=== Section Start ===

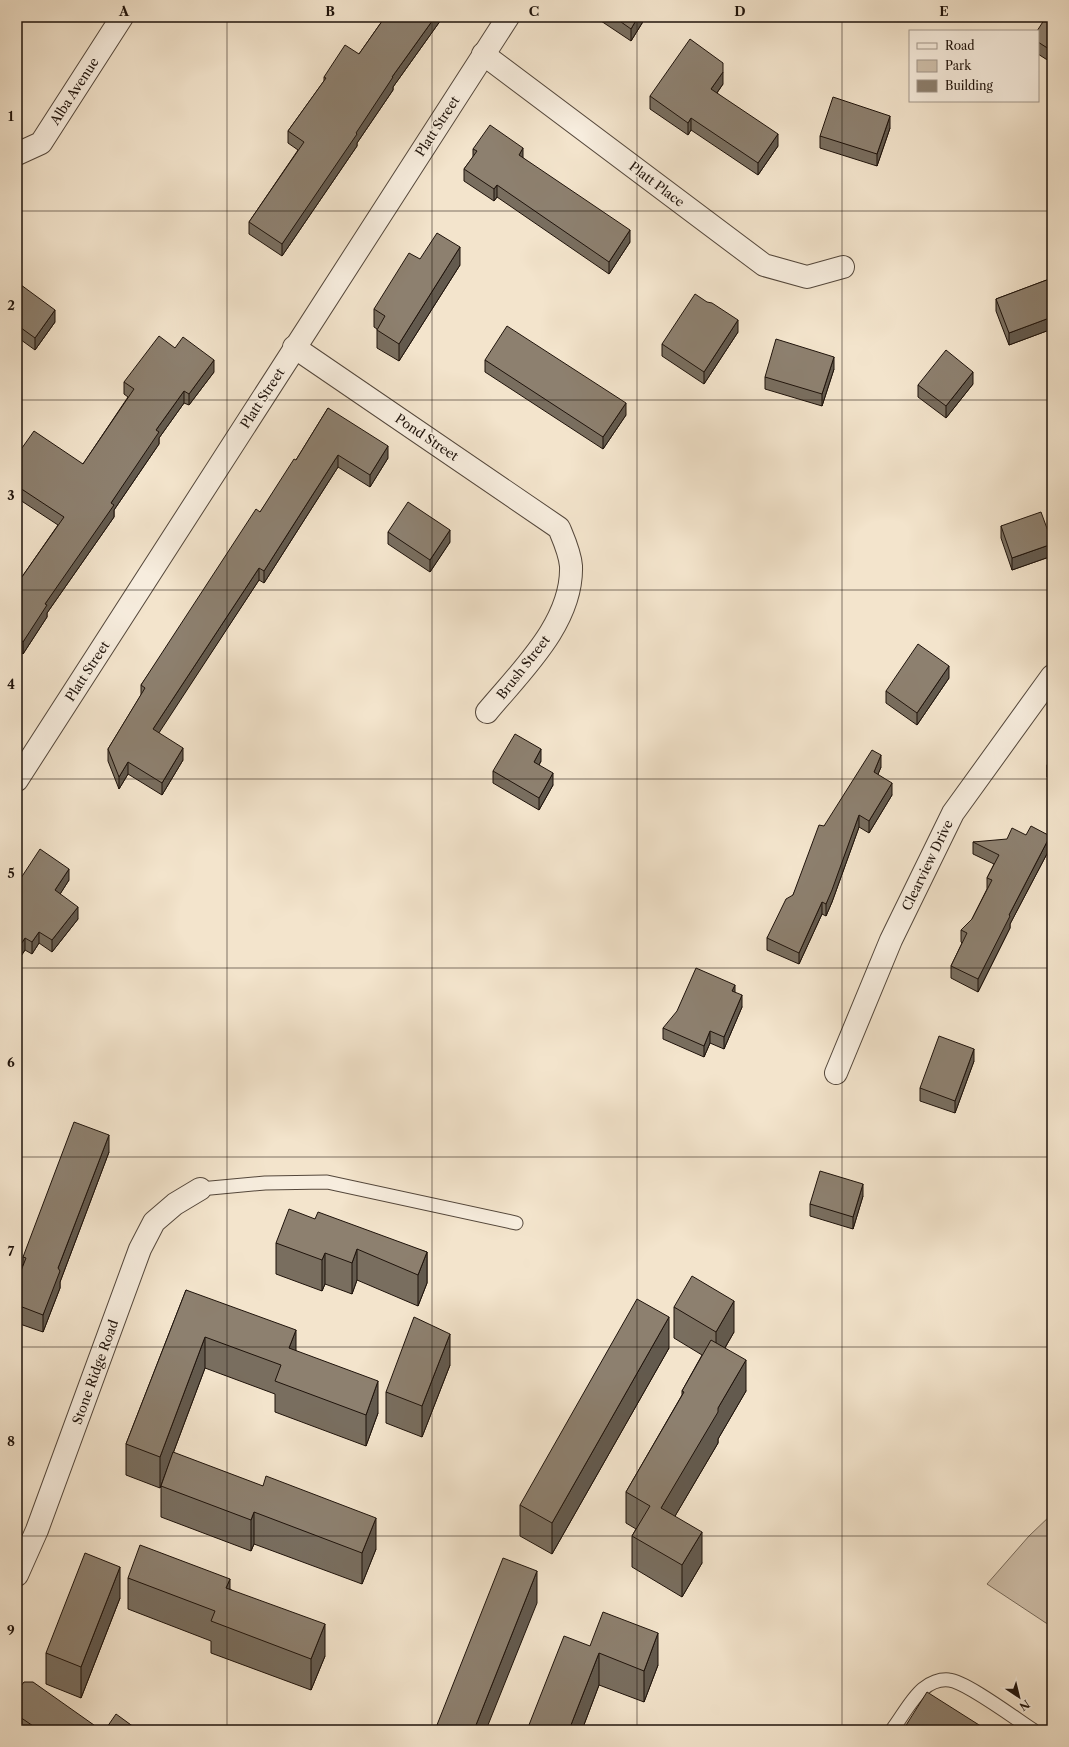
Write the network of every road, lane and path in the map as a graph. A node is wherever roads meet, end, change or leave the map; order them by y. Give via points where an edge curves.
1 (122, 17) edge
2 (508, 17) edge
3 (483, 54) junction
4 (17, 154) edge
5 (843, 266) dead end
6 (294, 347) junction
7 (559, 528) joint
8 (1052, 676) edge
9 (487, 712) dead end
10 (17, 780) edge
11 (836, 1073) dead end
12 (200, 1189) joint
13 (516, 1223) dead end
14 (17, 1575) edge
15 (892, 1730) edge
16 (1033, 1730) edge

1 - 4 street, Alba Avenue via 41,143
2 - 3 street, Platt Street
3 - 5 street, Platt Place via 764,265 807,277
3 - 6 street, Platt Street
6 - 7 street, Pond Street
6 - 10 street, Platt Street
7 - 9 street, Brush Street via 568,550 571,567 567,594 557,621 544,644
8 - 11 street, Clearview Drive via 953,813 891,940
12 - 13 lane via 265,1183 327,1182
12 - 14 street, Stone Ridge Road via 175,1204 154,1222 140,1250 37,1530
15 - 16 lane via 918,1693 942,1680 950,1680 968,1688

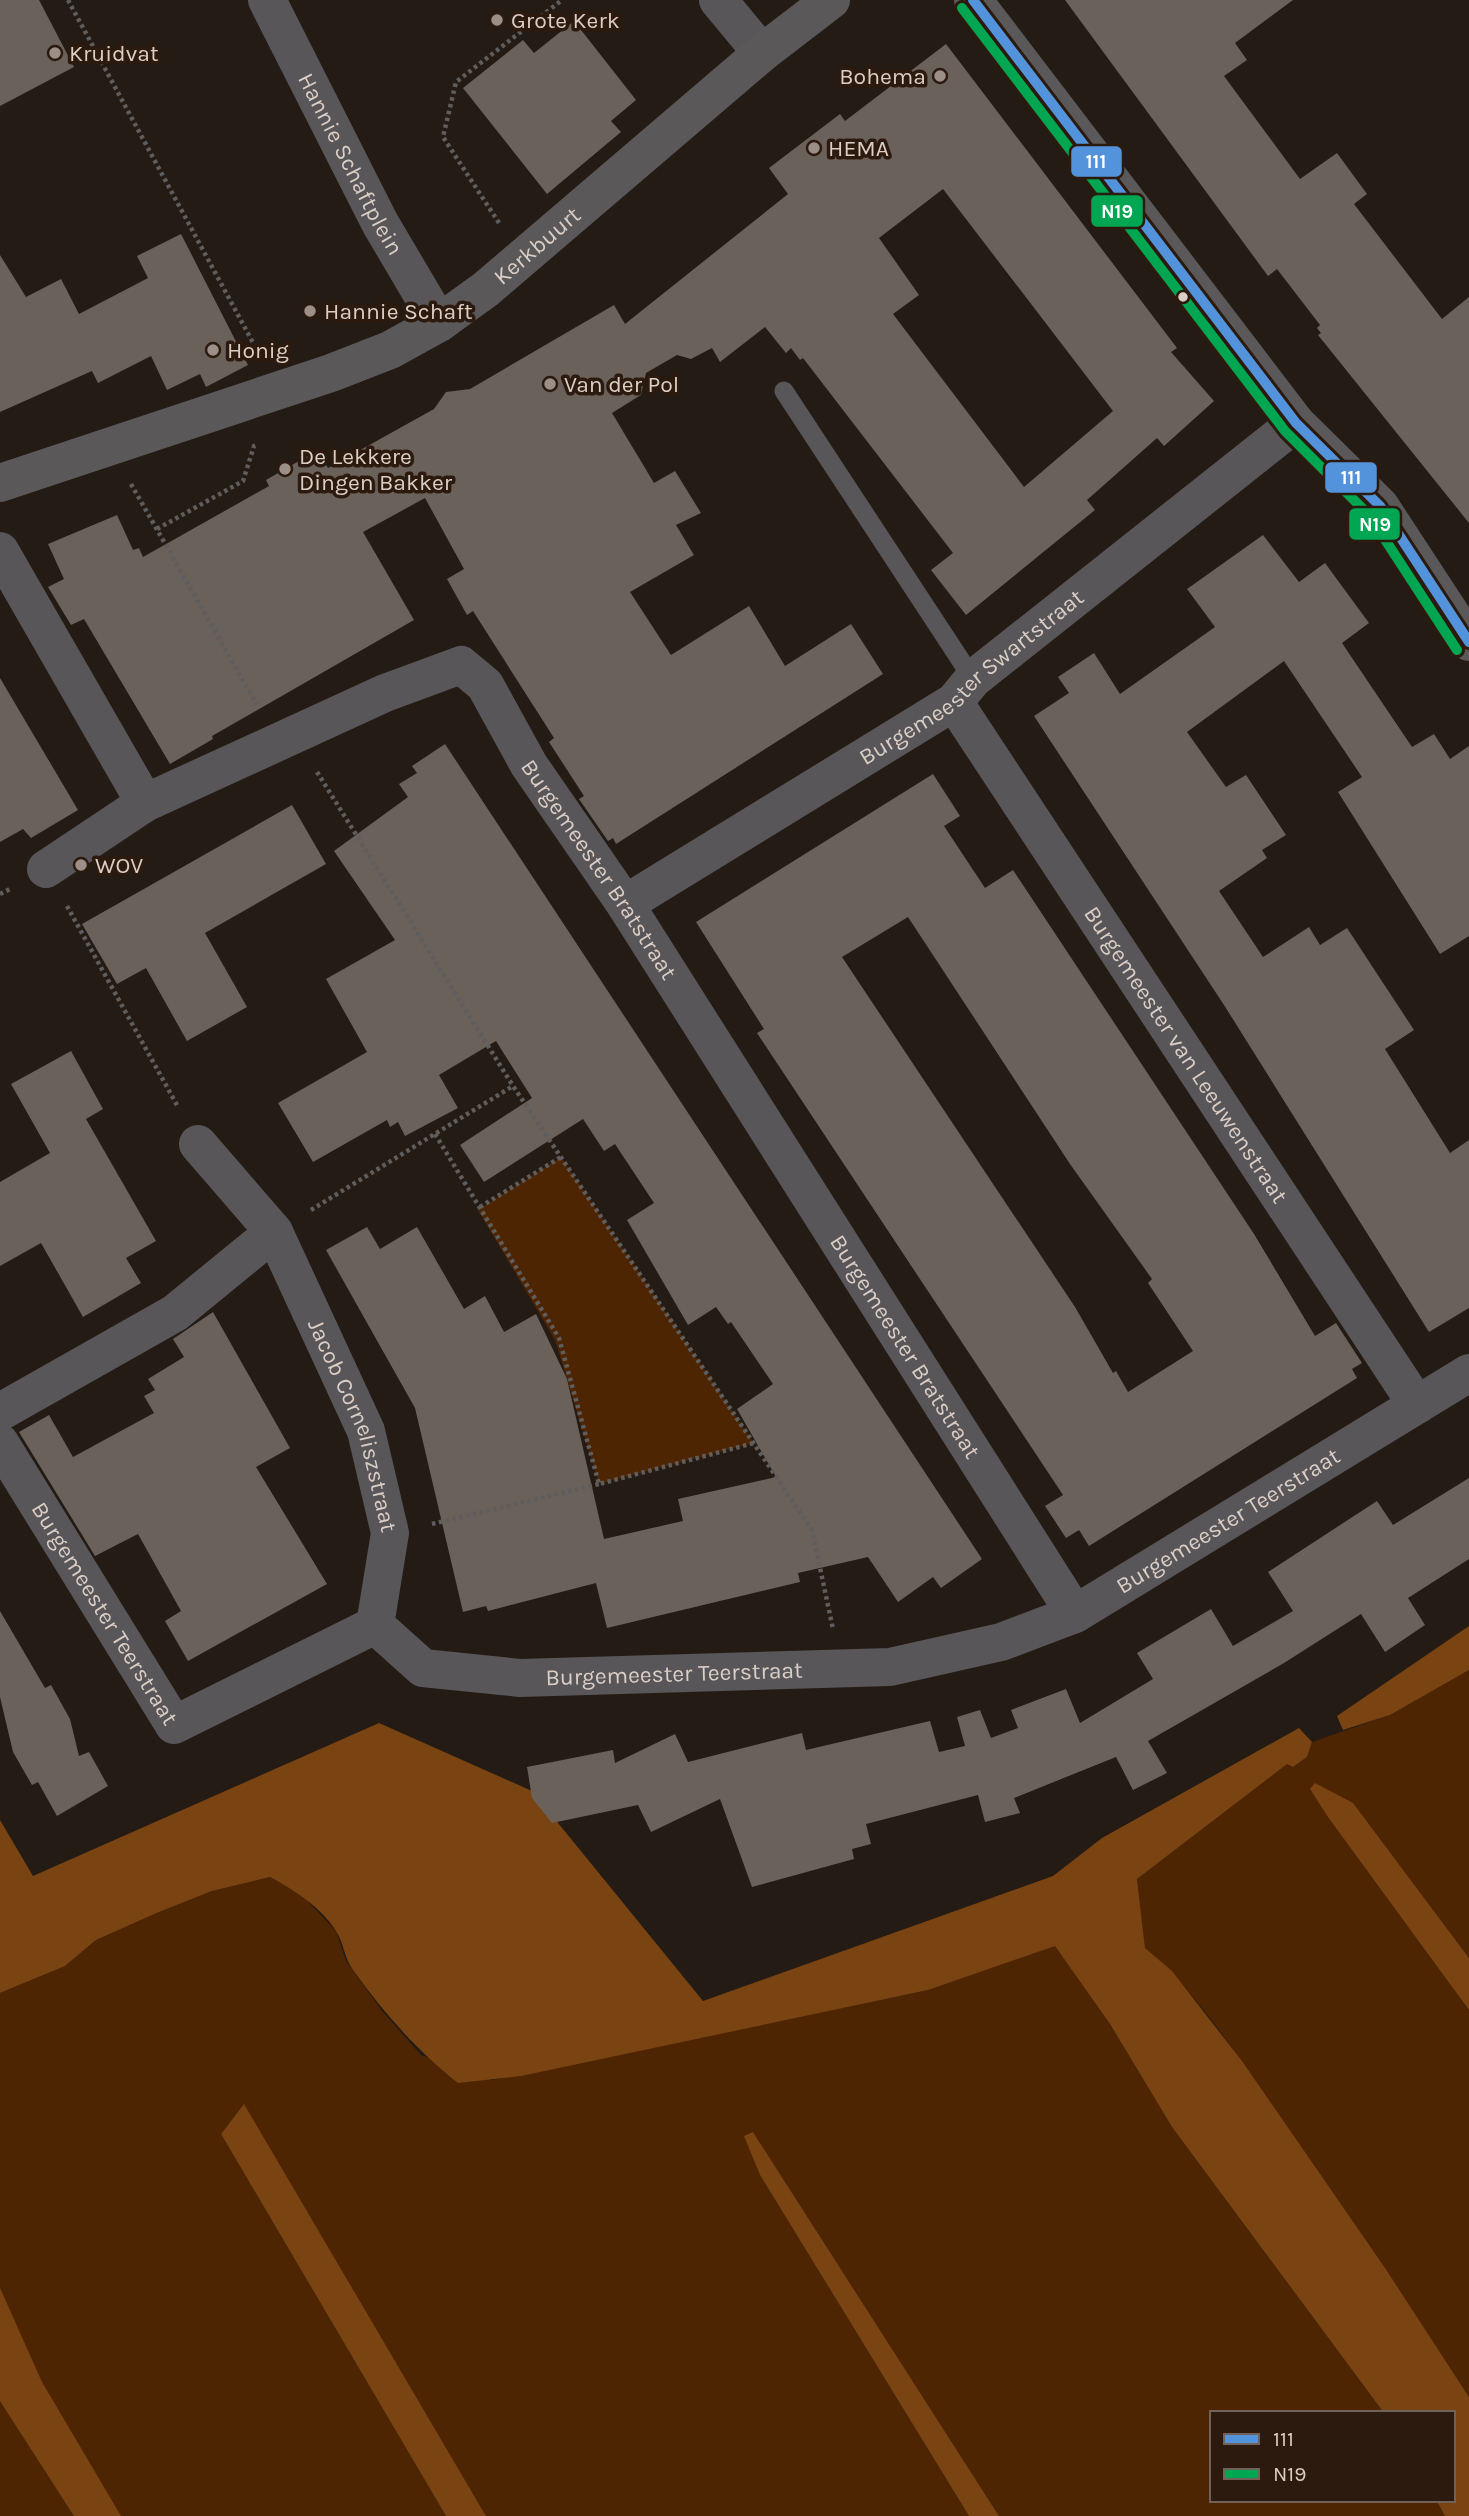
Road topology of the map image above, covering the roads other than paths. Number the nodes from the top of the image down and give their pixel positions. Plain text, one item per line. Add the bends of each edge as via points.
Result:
1 (267, 0) edge
2 (718, 0) edge
3 (831, 0) edge
4 (973, 0) edge
5 (762, 53) junction
6 (439, 323) junction
7 (784, 391) dead end
8 (1296, 423) junction
9 (0, 483) edge
10 (0, 551) edge
11 (1469, 642) edge
12 (963, 690) junction
13 (145, 803) junction
14 (47, 869) road end
15 (625, 904) junction
16 (198, 1144) road end
17 (274, 1232) junction
18 (1469, 1373) edge
19 (1417, 1405) junction
20 (0, 1412) edge
21 (0, 1443) edge
22 (1075, 1614) junction
23 (375, 1625) junction

1 - 6 street, Hannie Schaftplein via 380,223
2 - 5 street
3 - 5 street, Kerkbuurt
4 - 8 street
5 - 6 street, Kerkbuurt via 486,289
6 - 9 street, Kerkbuurt via 390,350 331,373
7 - 12 lane
8 - 11 street via 1380,506
8 - 12 street, Burgemeester Swartstraat
10 - 13 street
12 - 15 street, Burgemeester Swartstraat
12 - 19 street, Burgemeester van Leeuwenstraat
13 - 14 street, Burgemeester Bratstraat
13 - 15 street, Burgemeester Bratstraat via 385,693 461,665 485,685 529,765
15 - 22 street, Burgemeester Bratstraat
16 - 17 street, Jacob Corneliszstraat
17 - 20 street via 175,1313
17 - 23 street, Jacob Corneliszstraat via 366,1431 390,1534
18 - 19 street, Burgemeester Teerstraat
19 - 22 street, Burgemeester Teerstraat
21 - 23 street, Burgemeester Teerstraat via 174,1725
22 - 23 street, Burgemeester Teerstraat via 1002,1642 890,1667 520,1678 423,1668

=== Section End ===

• _Work to be completed_
Give the number of lines in the entries above that contain the word "Platt", with no accompanying text.

• _Final answer_
4